* Task goal:
Your task is to copy the data exactly while leaving out every picture.

* Source material:
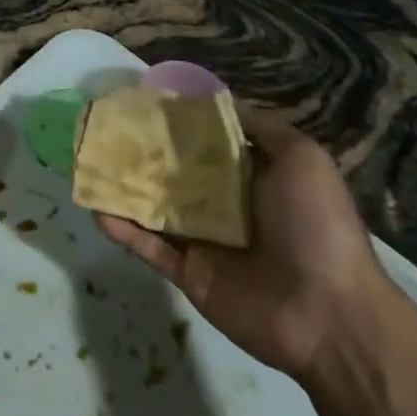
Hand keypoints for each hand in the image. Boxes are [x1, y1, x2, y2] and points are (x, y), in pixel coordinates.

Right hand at [95, 107, 392, 380]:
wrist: (331, 316)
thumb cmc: (317, 225)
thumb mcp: (302, 158)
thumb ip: (260, 126)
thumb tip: (217, 102)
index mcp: (249, 176)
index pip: (203, 141)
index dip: (173, 121)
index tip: (138, 99)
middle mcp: (222, 204)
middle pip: (171, 171)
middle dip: (138, 150)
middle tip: (100, 127)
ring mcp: (202, 240)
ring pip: (151, 206)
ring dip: (121, 186)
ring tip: (85, 162)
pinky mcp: (187, 272)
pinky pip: (148, 246)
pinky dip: (121, 228)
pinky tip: (94, 207)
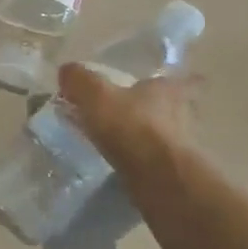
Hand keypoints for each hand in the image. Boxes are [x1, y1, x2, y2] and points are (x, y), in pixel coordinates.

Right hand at [57, 66, 200, 174]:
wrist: (158, 177)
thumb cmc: (130, 126)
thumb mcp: (95, 95)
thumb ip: (79, 80)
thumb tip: (67, 72)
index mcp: (165, 90)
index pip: (177, 81)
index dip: (171, 81)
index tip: (157, 86)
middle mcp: (180, 114)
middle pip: (170, 107)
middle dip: (153, 109)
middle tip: (129, 112)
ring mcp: (180, 145)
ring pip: (163, 134)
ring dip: (146, 136)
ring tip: (119, 140)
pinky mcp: (173, 171)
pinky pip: (154, 159)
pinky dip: (141, 159)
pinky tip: (121, 162)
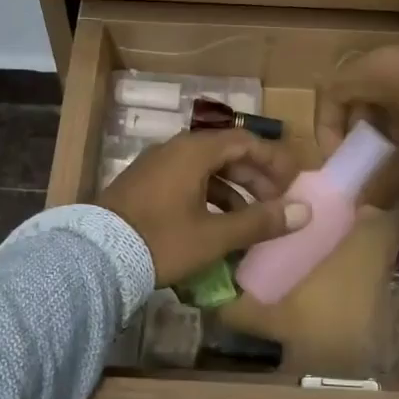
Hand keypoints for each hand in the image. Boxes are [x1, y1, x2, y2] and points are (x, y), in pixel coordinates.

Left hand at [99, 130, 306, 285]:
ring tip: (250, 220)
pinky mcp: (143, 186)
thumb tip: (303, 212)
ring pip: (205, 170)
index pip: (245, 141)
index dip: (274, 160)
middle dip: (255, 177)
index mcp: (193, 151)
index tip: (293, 184)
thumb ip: (260, 222)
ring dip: (233, 191)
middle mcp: (174, 150)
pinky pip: (186, 182)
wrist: (95, 257)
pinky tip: (216, 225)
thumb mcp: (215, 236)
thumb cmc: (161, 241)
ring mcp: (155, 167)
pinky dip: (209, 197)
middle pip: (225, 153)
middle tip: (276, 204)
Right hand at [316, 38, 398, 198]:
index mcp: (379, 69)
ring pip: (390, 84)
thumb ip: (382, 183)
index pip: (330, 91)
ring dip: (386, 119)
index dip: (327, 127)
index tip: (343, 160)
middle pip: (359, 86)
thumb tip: (362, 204)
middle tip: (370, 158)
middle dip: (357, 126)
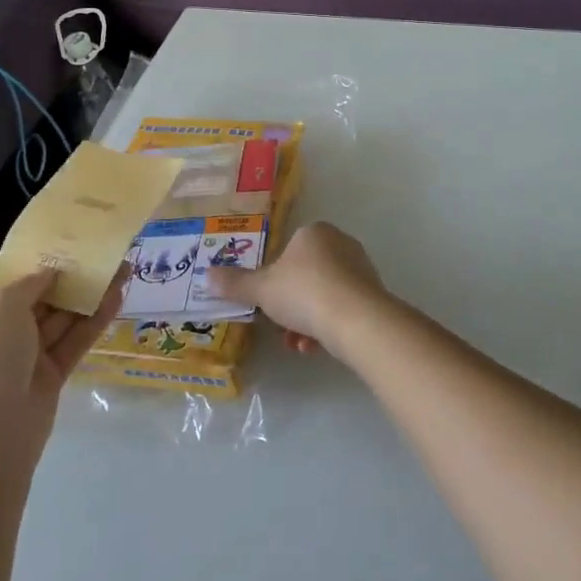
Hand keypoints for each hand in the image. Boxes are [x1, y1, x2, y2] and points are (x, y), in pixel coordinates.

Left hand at [0, 269, 121, 465]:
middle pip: (40, 300)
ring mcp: (24, 359)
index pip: (9, 285)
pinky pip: (74, 342)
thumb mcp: (0, 306)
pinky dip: (94, 321)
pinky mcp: (49, 378)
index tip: (70, 246)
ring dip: (89, 296)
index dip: (39, 265)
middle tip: (104, 256)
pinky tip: (118, 298)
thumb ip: (30, 283)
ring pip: (61, 320)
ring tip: (123, 269)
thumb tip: (50, 274)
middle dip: (70, 279)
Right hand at [208, 222, 392, 352]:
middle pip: (306, 276)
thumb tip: (207, 275)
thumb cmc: (304, 292)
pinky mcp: (373, 294)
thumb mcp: (262, 289)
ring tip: (297, 344)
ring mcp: (360, 268)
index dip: (275, 277)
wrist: (356, 318)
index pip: (289, 250)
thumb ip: (236, 283)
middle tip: (279, 326)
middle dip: (290, 305)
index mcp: (314, 232)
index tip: (268, 301)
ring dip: (306, 321)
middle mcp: (341, 243)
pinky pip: (342, 309)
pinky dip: (326, 327)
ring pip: (323, 295)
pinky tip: (314, 347)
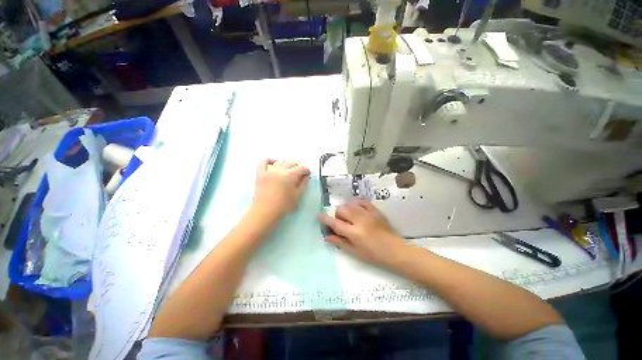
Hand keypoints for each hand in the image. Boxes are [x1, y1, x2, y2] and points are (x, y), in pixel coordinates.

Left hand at [252, 159, 310, 216]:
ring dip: (287, 164)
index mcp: (290, 175)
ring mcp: (269, 170)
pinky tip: (274, 164)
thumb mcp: (297, 196)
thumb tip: (306, 176)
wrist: (264, 212)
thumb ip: (303, 184)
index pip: (301, 168)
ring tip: (289, 170)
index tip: (308, 174)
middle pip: (291, 163)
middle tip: (300, 173)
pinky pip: (263, 162)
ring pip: (280, 161)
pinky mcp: (260, 173)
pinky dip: (270, 160)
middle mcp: (280, 170)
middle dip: (298, 166)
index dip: (306, 170)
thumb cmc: (283, 206)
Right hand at [319, 200, 407, 269]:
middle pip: (341, 210)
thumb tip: (326, 236)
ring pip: (350, 204)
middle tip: (342, 223)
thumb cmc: (374, 255)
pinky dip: (356, 204)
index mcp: (354, 233)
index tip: (319, 215)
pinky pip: (361, 201)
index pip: (335, 223)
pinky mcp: (375, 210)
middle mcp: (359, 220)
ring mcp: (368, 213)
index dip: (325, 219)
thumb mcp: (355, 252)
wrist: (395, 250)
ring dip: (346, 209)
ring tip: (350, 217)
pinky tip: (357, 210)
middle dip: (338, 215)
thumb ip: (339, 242)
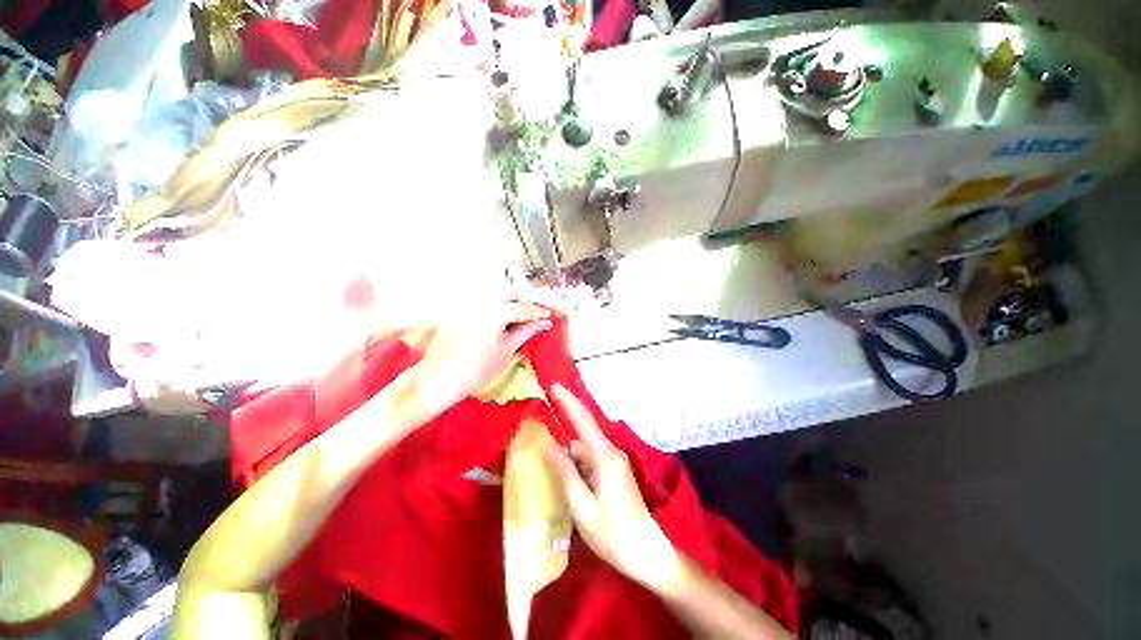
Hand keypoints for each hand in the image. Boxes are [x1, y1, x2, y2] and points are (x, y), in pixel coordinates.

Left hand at [409, 301, 551, 417]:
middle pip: (511, 290)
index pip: (524, 308)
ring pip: (496, 288)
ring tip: (523, 307)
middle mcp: (481, 300)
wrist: (441, 378)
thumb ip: (527, 331)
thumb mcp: (507, 350)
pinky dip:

* Result:
Hand keypoints for each hand in the image. Boxes are [x1, y1, x2, y2] and points are (x, y), in pixel coordinates.

Right hand at [95, 107, 392, 380]:
wrist: (331, 316)
thumb cmc: (317, 225)
thumb mcp: (302, 158)
thumb ip: (260, 126)
thumb tip: (217, 102)
index mcp: (249, 176)
index pip: (203, 141)
index dip: (173, 121)
index tip: (138, 99)
middle mcp: (222, 204)
middle pip: (171, 171)
middle dip: (138, 150)
middle tip: (100, 127)
ring mcp: (202, 240)
ring pip: (151, 206)
ring dip: (121, 186)
ring tip: (85, 162)
pinky mcp: (187, 272)
pinky pip: (148, 246)
pinky dip: (121, 228)
pinky tip: (94, 207)
Hand keypoints for each hand in the image. Boxes are [x1, y1, x2, y2] and points are (x, y), in pixel coordinates.

Right hand at [57, 66, 200, 174]:
wrist: (158, 177)
thumb cmc: (130, 126)
thumb mcp: (95, 95)
thumb ip: (79, 80)
thumb tip: (67, 72)
index mcp: (165, 90)
index pip: (177, 81)
index dip: (171, 81)
index tip: (157, 86)
middle mcp: (180, 114)
middle pip: (170, 107)
middle dip: (153, 109)
middle tip: (129, 112)
ring mcp: (180, 145)
ring pip: (163, 134)
ring dip: (146, 136)
ring tip: (119, 140)
pinky mcp: (173, 171)
pinky pip: (154, 159)
pinky dip: (141, 159)
pinky tip: (121, 162)
Hand keypoints for each hand in the image. Boxes are [x1, y1, x2, y2] and points are (x, y), in pixel coordinates.

Left hand at [99, 130, 306, 285]:
ring tip: (250, 220)
pinky mcp: (143, 186)
thumb tip: (303, 212)
ring pip: (205, 170)
index pip: (245, 141)
index dip: (274, 160)
middle dip: (255, 177)
index mcp: (193, 151)
index tip: (293, 184)
thumb ip: (260, 222)
ring dip: (233, 191)
middle mcp: (174, 150)
pinky pip: (186, 182)
wrist: (95, 257)
pinky tip: (216, 225)
thumb mcp: (215, 236)
thumb cmc: (161, 241)
ring mcp: (155, 167)
pinky dip: (209, 197)
middle pip: (225, 153)
middle tip: (276, 204)
Right hand at [316, 38, 398, 198]:
index mcp: (379, 69)
ring pip: (390, 84)
thumb ip: (382, 183)
index pip: (330, 91)
ring dip: (386, 119)
index dip: (327, 127)
index tip: (343, 160)
middle pip: (359, 86)
thumb tip: (362, 204)
middle tip: (370, 158)
middle dip: (357, 126)
Hand keypoints for each hand in the image. Boxes are [x1, y1, x2, y2] and points are (x, y), in pixel coordinates.

Left hand at [0, 269, 121, 465]:
middle pip: (40, 300)
ring mcp: (24, 359)
index pip: (9, 285)
pinky pip: (74, 342)
thumb mcp: (0, 306)
pinky dip: (94, 321)
pinky mcp: (49, 378)
index tip: (70, 246)
ring dip: (89, 296)
index dip: (39, 265)
middle tip: (104, 256)
pinky tip: (118, 298)
thumb ip: (30, 283)
ring pip: (61, 320)
ring tip: (123, 269)
thumb tip: (50, 274)
middle dip: (70, 279)
Right hand at [208, 222, 392, 352]:
middle pip: (306, 276)
thumb tip: (207, 275)
thumb cmc: (304, 292)
pinky mcp: (373, 294)
thumb mcp: (262, 289)
ring tip: (297, 344)
ring mcp: (360, 268)
index dip: (275, 277)
wrist: (356, 318)
index pip: (289, 250)
thumb ip: (236, 283)
middle tip: (279, 326)
middle dip: (290, 305)
index mcp: (314, 232)
index tip: (268, 301)
ring dip: (306, 321)
middle mcp: (341, 243)
pinky pip: (342, 309)
pinky dip: (326, 327)
ring pip: (323, 295)
pinky tip: (314, 347)
Hand keypoints for each hand in the image. Boxes are [x1, y1, x2, y2] and points are (x, y), in pixel coordinates.

Left hand at [252, 159, 310, 216]:
ring dip: (287, 164)
index mcp: (290, 175)
ring mcp: (269, 170)
pinky tip: (274, 164)
thumb mcp: (297, 196)
thumb tip: (306, 176)
wrist: (264, 212)
thumb ip: (303, 184)
index pip: (301, 168)
ring tip: (289, 170)
index tip: (308, 174)
middle pip: (291, 163)
middle tip: (300, 173)
pinky pip: (263, 162)
ring pip: (280, 161)
pinky mcp: (260, 173)
pinky dip: (270, 160)
middle mcp: (280, 170)
middle dip: (298, 166)
index dip: (306, 170)
thumb cmc: (283, 206)
Right hand at [319, 200, 407, 269]:
middle pip: (341, 210)
thumb tip: (326, 236)
ring pip: (350, 204)
middle tip: (342, 223)
thumb cmc: (374, 255)
pinky dip: (356, 204)
index mcp: (354, 233)
index tip: (319, 215)
pinky pip: (361, 201)
index pip: (335, 223)
pinky mcp: (375, 210)
middle mcp: (359, 220)
ring mcp: (368, 213)
index dip: (325, 219)
thumb mcp: (355, 252)
wrist: (395, 250)
ring dip: (346, 209)
ring tip: (350, 217)
pinky tip: (357, 210)
middle dip: (338, 215)
thumb ip: (339, 242)
Hand keypoints for each hand in the image. Boxes are [x1, y1, x2, y2] and points are (x, y), in pixel coordinates.

Left hand at [409, 301, 551, 417]:
middle pip: (511, 290)
index pip: (524, 308)
ring pip: (496, 288)
ring tip: (523, 307)
middle mcp: (481, 300)
wrist: (441, 378)
thumb ip: (527, 331)
thumb mcp: (507, 350)
pinky dip:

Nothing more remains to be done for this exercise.